装備品技術の研究開発

トピックス一覧へ


JAXA技術を採用したGPS補強型姿勢方位基準装置「GPS/AHRS」が、国土交通省の仕様承認を取得(2024年12月5日)

JAXA技術を採用したGPS補強型姿勢方位基準装置「GPS/AHRS(ジーピーエス・エーハース)」(Global Positioning System/Attitude and Heading Reference System)が、国土交通省の認証(仕様承認)※1 を取得しました。飛行に不可欠な航空機装備品のうち、ソフトウェアを搭載したアビオニクス(航空⽤電⼦機器)としては初めての認証取得です。

JAXAはかねてより、ジャイロや加速度計を使った慣性航法にGPSを使った衛星航法を組み合わせた複合航法装置の研究開発に取り組んでおり、無人の実験機などに搭載してきました。2016年からは、本技術を応用した装置を旅客機などの民間航空機で使用することを目的に、実際に装置を開発する多摩川精機株式会社、ならびにソフトウェア開発を担当するMHIエアロスペースシステムズ株式会社とともに、国土交通省の認証取得を目指す活動を行ってきました。その後、国土交通省航空局による計画の審査、開発・検証プロセスの審査や、飛行試験を含む各種試験を経て、2024年7月、仕様承認を取得することができました※2

今回認証を得た複合航法装置「GPS/AHRS」。
GPS受信機のデータを加えた複合航法演算により、動いている航空機等の機体の姿勢や機首が向いている方位を正しく検出する。

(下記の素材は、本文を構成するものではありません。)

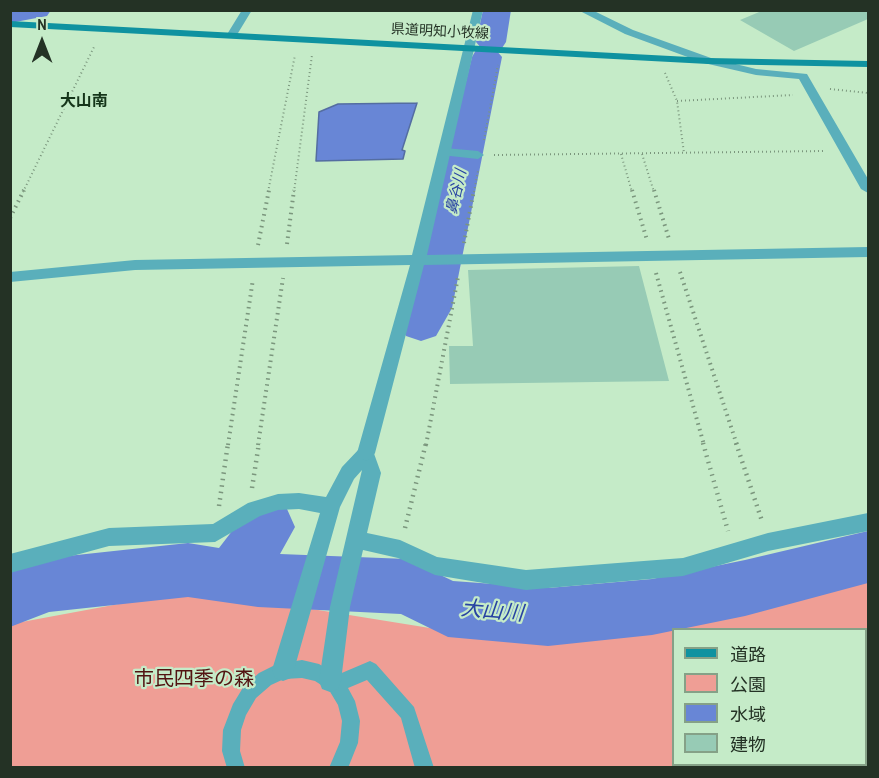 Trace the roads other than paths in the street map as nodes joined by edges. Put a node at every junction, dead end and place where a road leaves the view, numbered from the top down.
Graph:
1 (247, 10) edge
2 (478, 10) edge
3 (583, 10) edge
4 (10, 24) edge
5 (231, 36) junction
6 (470, 48) junction
7 (708, 61) junction
8 (868, 64) edge
9 (449, 153) junction
10 (480, 155) road end
11 (868, 189) edge
12 (868, 252) edge
13 (425, 261) junction
14 (10, 277) edge
15 (366, 453) junction
16 (331, 506) junction
17 (868, 522) edge
18 (357, 540) junction
19 (10, 564) edge
20 (283, 670) junction
21 (332, 682) junction
22 (236, 768) edge
23 (338, 768) edge
24 (425, 768) edge

1 - 5 street
2 - 6 street
3 - 7 street
4 - 5 main road, 県道明知小牧線
5 - 6 main road, 県道明知小牧線
6 - 7 main road, 県道明知小牧線
6 - 9 street
7 - 8 main road, 県道明知小牧線
7 - 11 street
9 - 10 street
9 - 13 street
12 - 13 street
13 - 14 street
13 - 15 street
15 - 16 street
15 - 18 street
16 - 19 street
16 - 20 street
17 - 18 street
18 - 21 street
20 - 21 lane
20 - 22 lane
21 - 23 lane
21 - 24 lane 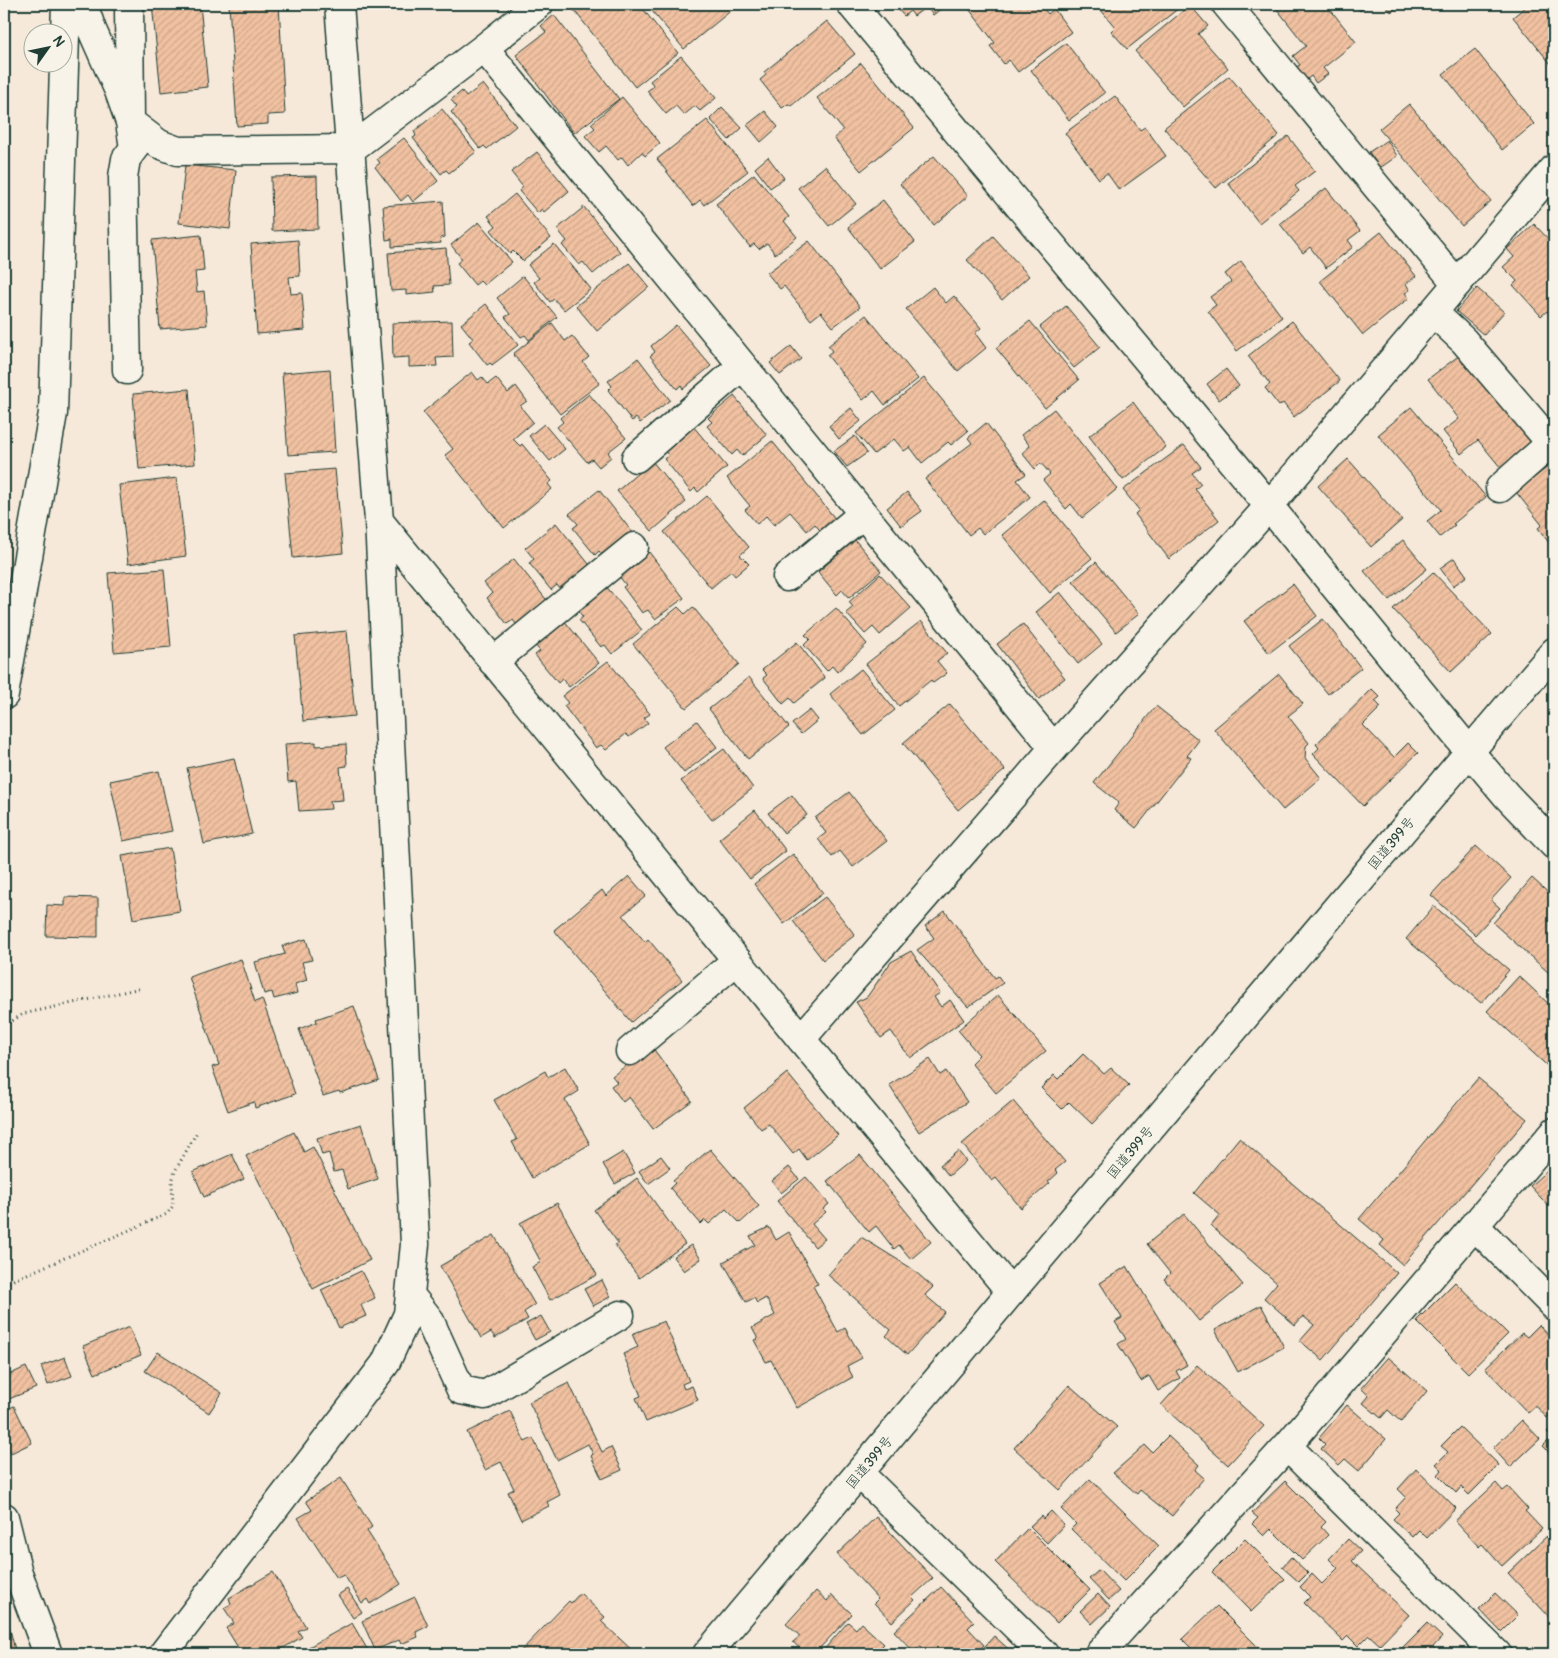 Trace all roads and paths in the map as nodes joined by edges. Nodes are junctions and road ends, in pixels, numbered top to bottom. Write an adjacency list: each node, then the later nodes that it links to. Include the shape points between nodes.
1 (66, 4): 25 (main road, via 53,413)
2 (83, 4): 9 (main road)
3 (129, 4): 9 (main road)
4 (339, 4): 10 (main road)
5 (539, 4): 8 (main road)
6 (850, 4): 18 (main road)
7 (1226, 4): 12 (main road)
8 (484, 48): 10 (main road); 14 (main road)
9 (130, 122): 10 (main road, via 159,144 178,150); 15 (main road, via 134,148 126,159 123,177)
10 (351, 150): 20 (main road)
11 (1554, 169): 12 (main road)
12 (1457, 284): 13 (main road)
13 (1433, 312): 17 (main road, via 1464,341 1551,443); 18 (main road)
14 (742, 366): 16 (main road); 19 (main road)
15 (127, 370)
16 (636, 458)
17 (1500, 488)
18 (1268, 506): 26 (main road); 27 (main road)
19 (863, 514): 22 (main road); 26 (main road)
20 (379, 521): 24 (main road); 39 (main road, via 415,1244)
21 (634, 547): 24 (main road)
22 (787, 577)
23 (1554, 652): 27 (main road, 国道399号)
24 (493, 662): 29 (main road)
25 (4, 695)
26 (1054, 748): 32 (main road)
27 (1469, 751): 28 (main road); 38 (main road, 国道399号)
28 (1554, 845)
29 (737, 960): 32 (main road); 33 (main road)
30 (141, 988): 31 (path, via 23,1014)
31 (4, 1026)
32 (801, 1039): 38 (main road)
33 (630, 1051)
34 (197, 1132): 37 (path, via 175,1170 173,1206 167,1214)
35 (1554, 1132): 36 (main road)
36 (1474, 1225): 40 (main road); 42 (main road)
37 (4, 1284)
38 (1011, 1292): 43 (main road, 国道399号)
39 (410, 1295): 41 (main road, via 429,1319 461,1390 485,1395); 46 (main road, via 408,1314 385,1364)
40 (1554, 1306)
41 (620, 1315)
42 (1287, 1446): 49 (main road); 50 (main road)
43 (860, 1474): 47 (main road, 国道399号); 48 (main road)
44 (4, 1517): 45 (main road, via 18,1573)
45 (48, 1654)
46 (163, 1654)
47 (707, 1654)
48 (1044, 1654)
49 (1099, 1654)
50 (1497, 1654)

今後は、今回の仕様承認を取得するまでの活動で得た技術、ノウハウ、知財を航空機装備品認証技術コンソーシアム(Certification Technology Consortium for Aircraft System:CerTCAS)を通じて国内の航空機産業界で共有することで、業界全体の国際競争力強化につなげることを目指します。

また、JAXAでは、この「GPS/AHRS」をJAXAの実験用航空機「飛翔」に搭載し、さらなる精度向上を目指して改良した航法アルゴリズムを評価するための飛行試験も実施予定です。

JAXAの実験用航空機「飛翔」

飛行試験に向けて飛翔の機内に設置した「GPS/AHRS」


※1 日本における認証には、おもに航空機本体を対象とした「型式証明」と、エンジン・プロペラを対象とした「型式承認」、その他の装備品を対象とした「仕様承認」がある。今回「GPS/AHRS」が取得したのは「仕様承認」。
※2 仕様承認を取得したのは、装置を開発した多摩川精機株式会社。